Hunter in the Sunderland West End Youth football kit

"He’s training two nights a week and will be playing on a weekend so it’s really impressive what he’s able to do.”

Hunter was honoured for his courage and determination at the Best of Wearside Awards in 2018, and has continued to show he won’t be stopped living life to the full.

A student at Hill View school, Hunter has always been a big football fan and loves his role in his new team and is going from strength to strength, making everyone around him incredibly proud.

Hemiplegia in children is a type of cerebral palsy that results from damage to the part of the brain which controls muscle movements.

It is a rare condition, affecting up to one child in 1,000, with about 80% of cases being congenital, and 20% acquired and also affecting each child differently.
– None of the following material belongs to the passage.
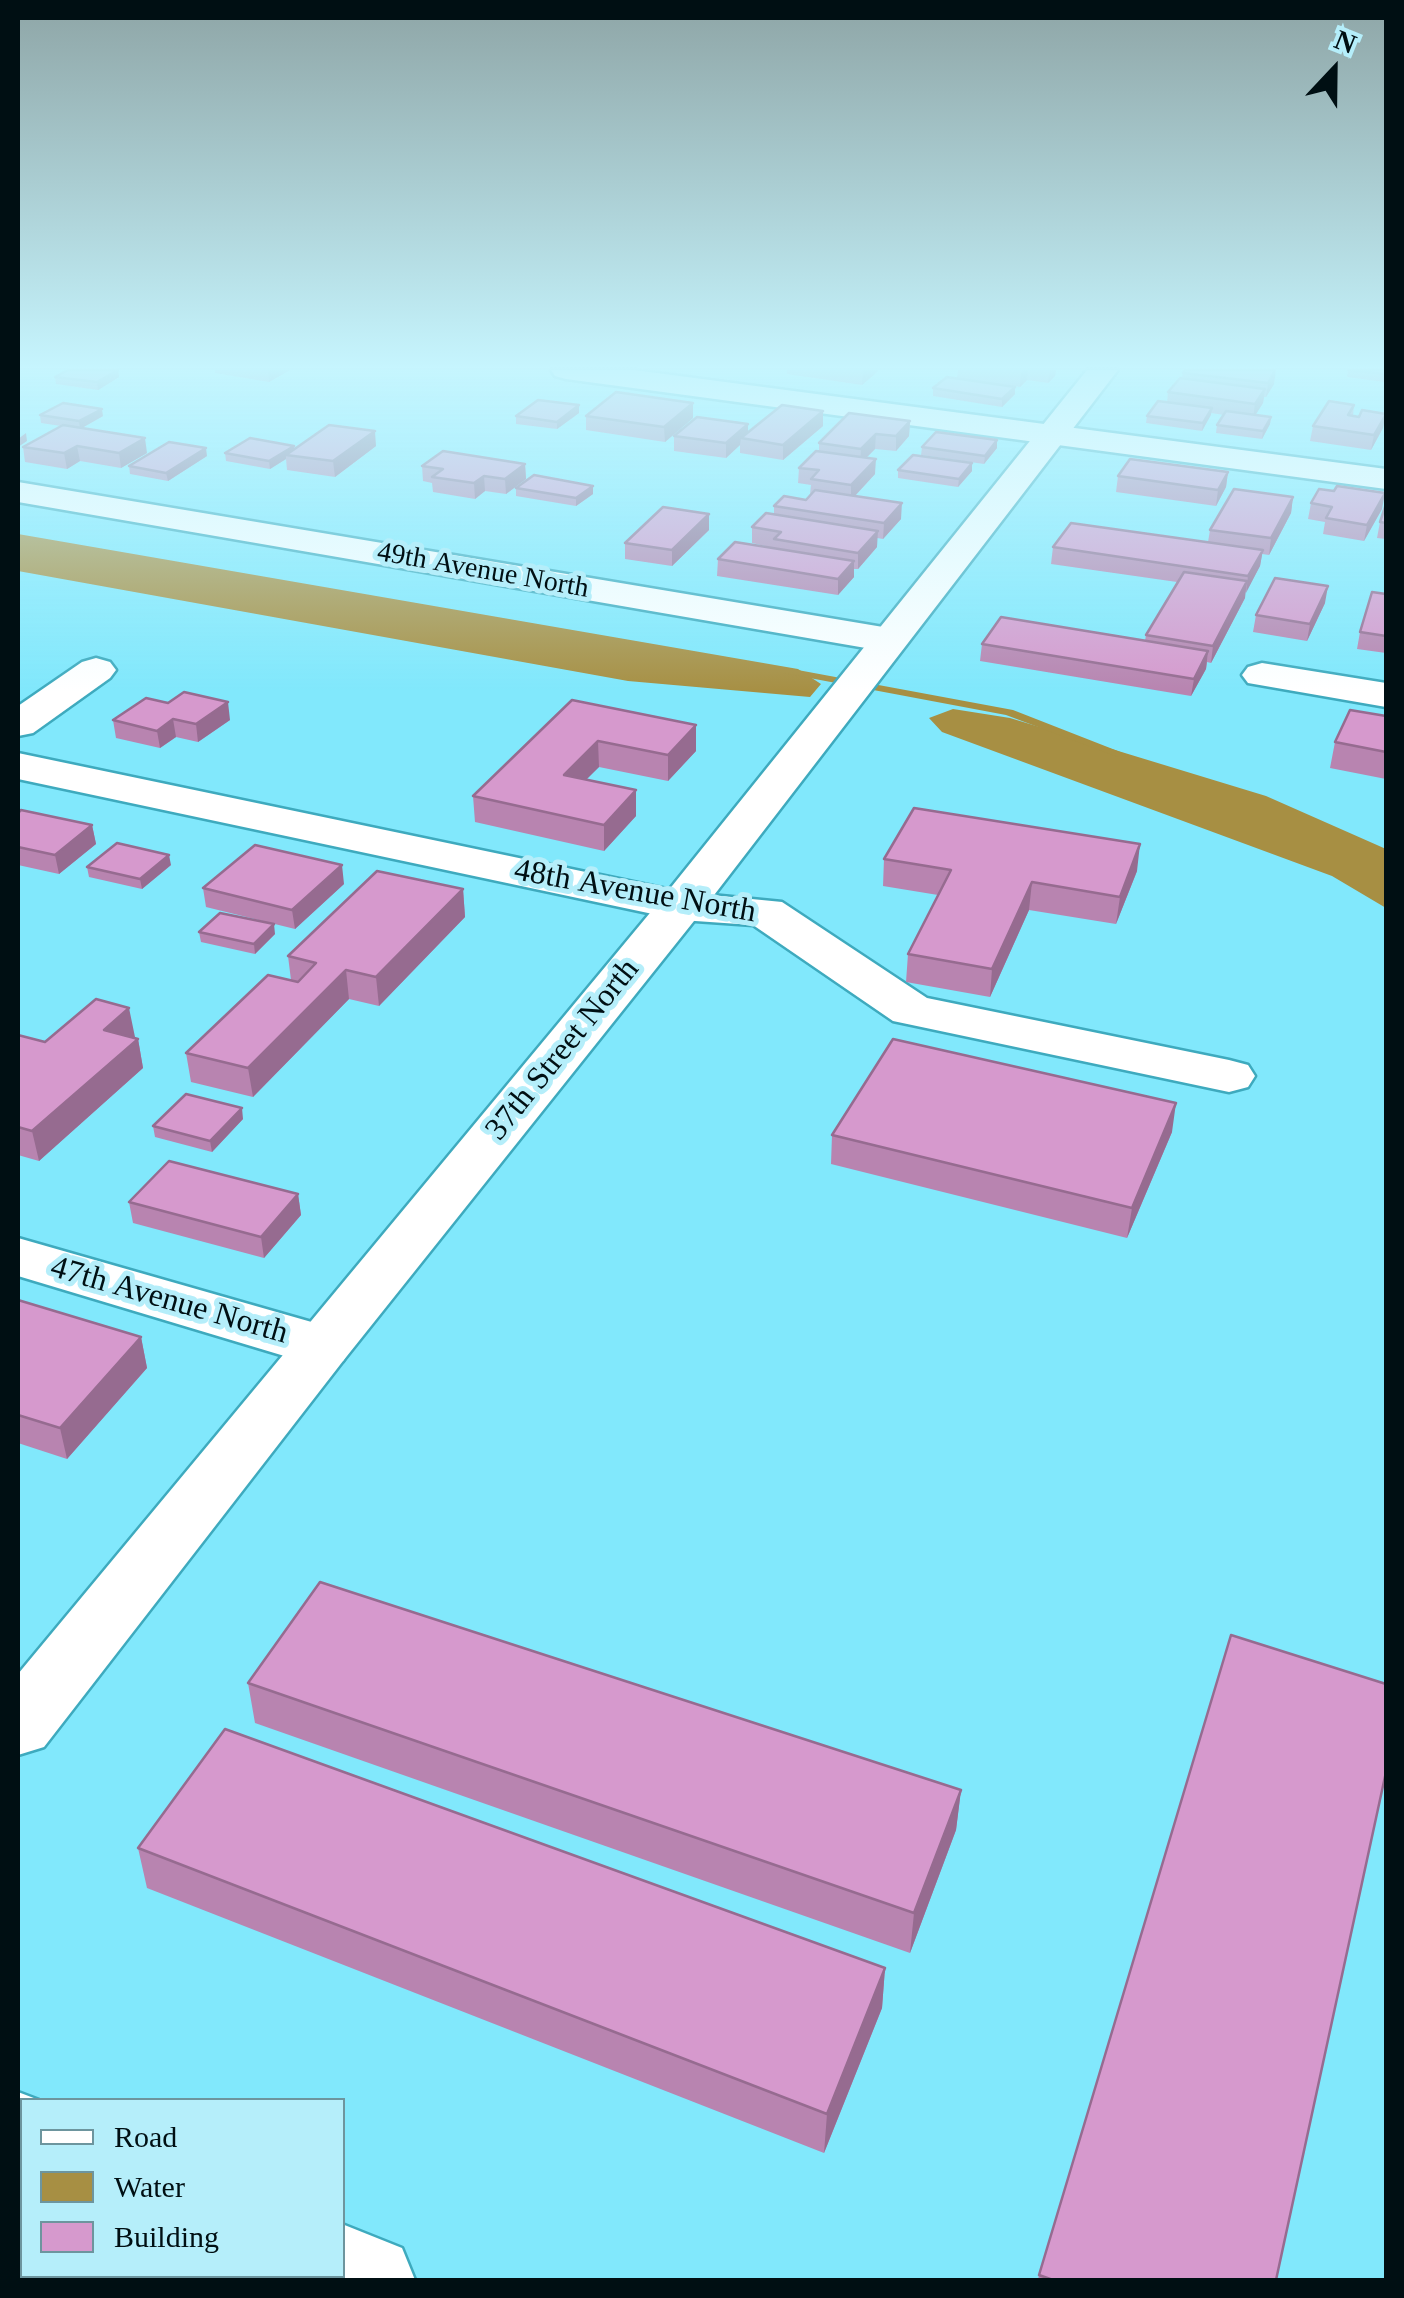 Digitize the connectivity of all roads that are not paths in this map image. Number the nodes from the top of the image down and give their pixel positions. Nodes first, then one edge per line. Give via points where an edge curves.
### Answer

When Hunter was first diagnosed with Hemiplegia, Gary and his mum Chloe Bell feared he may never walk.

But Hunter’s determination blew everyone away and he even went on to win the Best of Wearside Child of Courage award, in 2018.

After being diagnosed, Hunter started receiving physiotherapy from local charity Heel and Toe, based in Chester-le-Street, which made a huge difference on Hunter's life and mobility.

Heel and Toe was established in 2008, after a realisation that children’s therapy services were difficult to source in the North East.